藤井、辻、カルファニ、ヒース、ファジーカスです。



もはや宇都宮にはPGがいません。それでも困らないのは宇都宮のスタイルがもともとロシターがメイクすることが多いからでしょう。


残り3分40秒

カンバックを狙う川崎のディフェンスプレッシャーに対して比江島のスリー1本目外れます。

ピークのスリー2本目も外れます。

共にリバウンドを奪ったのは日本人ビッグマン竹内公輔でした。

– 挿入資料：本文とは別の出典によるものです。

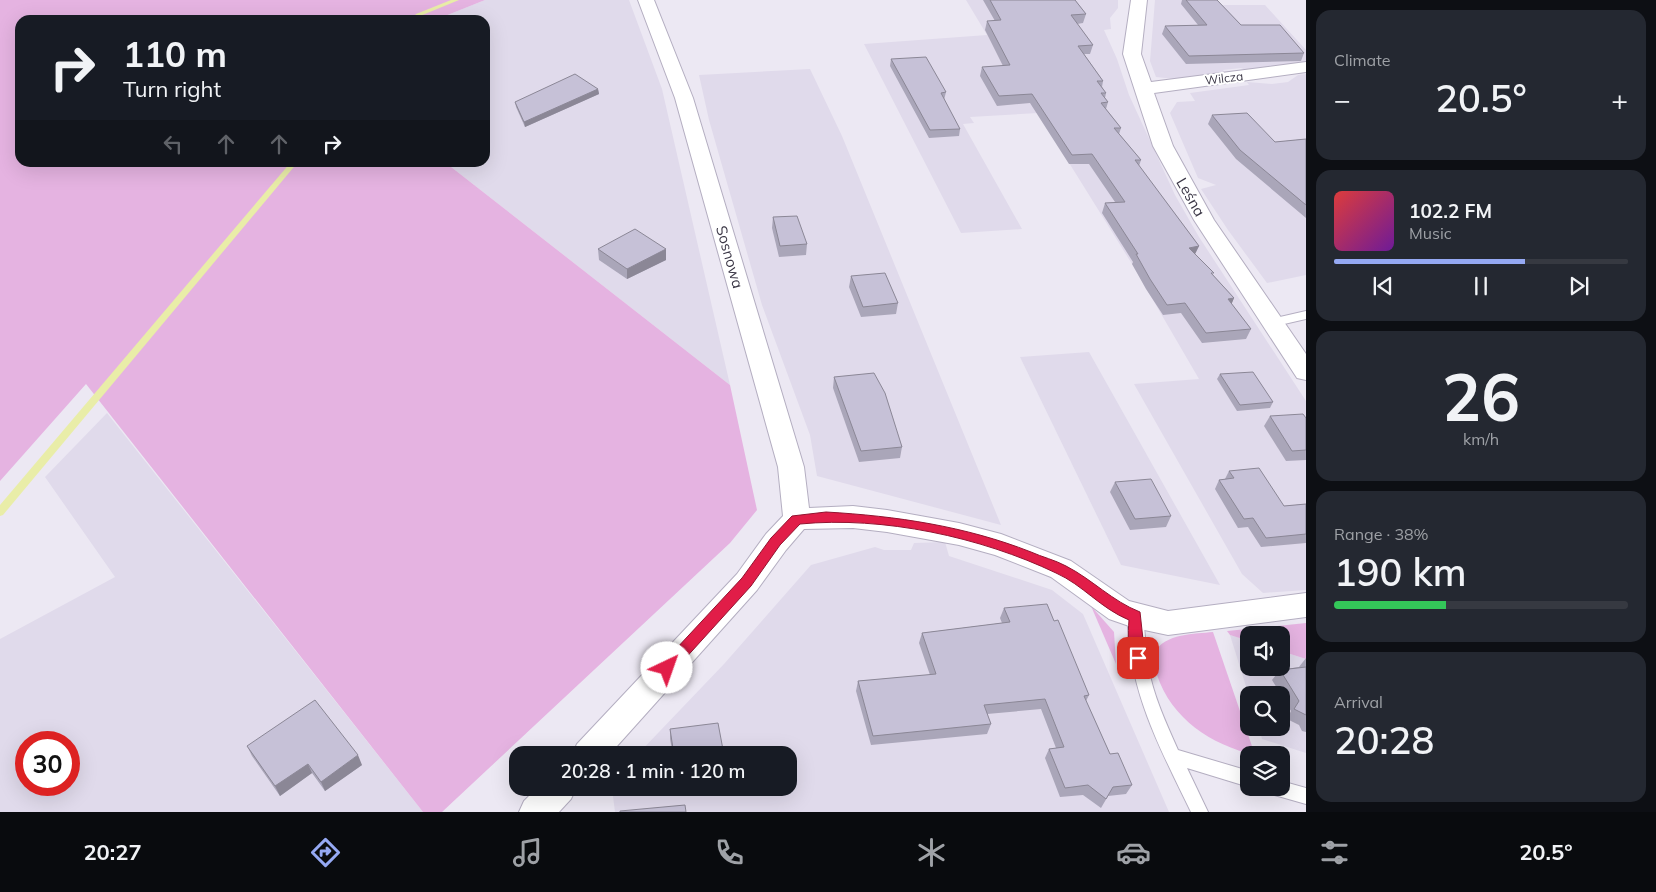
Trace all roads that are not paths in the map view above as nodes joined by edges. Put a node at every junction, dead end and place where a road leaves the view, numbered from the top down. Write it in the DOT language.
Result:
graph roads {
  1 [pos="646,0"];
  2 [pos="1139,0"];
  3 [pos="1306,67"];
  4 [pos="1142,89"];
  5 [pos="1306,315"];
  6 [pos="1271,323"];
  7 [pos="1306,372"];
  8 [pos="797,519"];
  9 [pos="1306,606"];
  10 [pos="1135,616"];
  11 [pos="596,746"];
  12 [pos="1173,756"];
  13 [pos="1240,776"];
  14 [pos="1290,792"];
  15 [pos="551,796"];
  16 [pos="1306,796"];
  17 [pos="536,812"];
  18 [pos="1200,812"];
  1 -- 8 [label="street, Sosnowa"];
  2 -- 4 [label="street, Leśna"];
  3 -- 4 [label="street, Wilcza"];
  4 -- 6 [label="street, Leśna"];
  5 -- 6 [label="lane"];
  6 -- 7 [label="street, Leśna"];
  8 -- 10 [label="street"];
  8 -- 11 [label="street"];
  9 -- 10 [label="street"];
  10 -- 12 [label="lane"];
  12 -- 13 [label="lane"];
  12 -- 18 [label="lane"];
  14 -- 16 [label="lane"];
  15 -- 17 [label="street"];
}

3本目比江島のスリーが決まって63-50


流れは完全に宇都宮のものとなりました。


【世界基準の川崎オンスリーに対抗した】


今シーズンのBリーグのトピックはなんといっても帰化選手1人と外国籍2人のオンコートが可能になった事でしょう。


CSセミファイナルに残った4チームのうち琉球を除いた、大阪、川崎、宇都宮は帰化選手を擁するチームとなり過去2連覇のアルバルクはほとんど選手の入れ替えがないままシーズンを戦い、CS進出すら逃しています。


簡単に言えば「Bリーグのレベルの底上げがなされたのは間違いない」ということです。


オリンピック、ワールドカップ。

これから世界と戦う日本バスケにとって、世界基準の強い川崎を破るチームが出てくるという事は川崎ブースターには申し訳ないですが、良い事ではないかと考えています。


今シーズンのBリーグファイナル。

横浜アリーナ


どんな戦いが観られるのか楽しみで仕方ありません。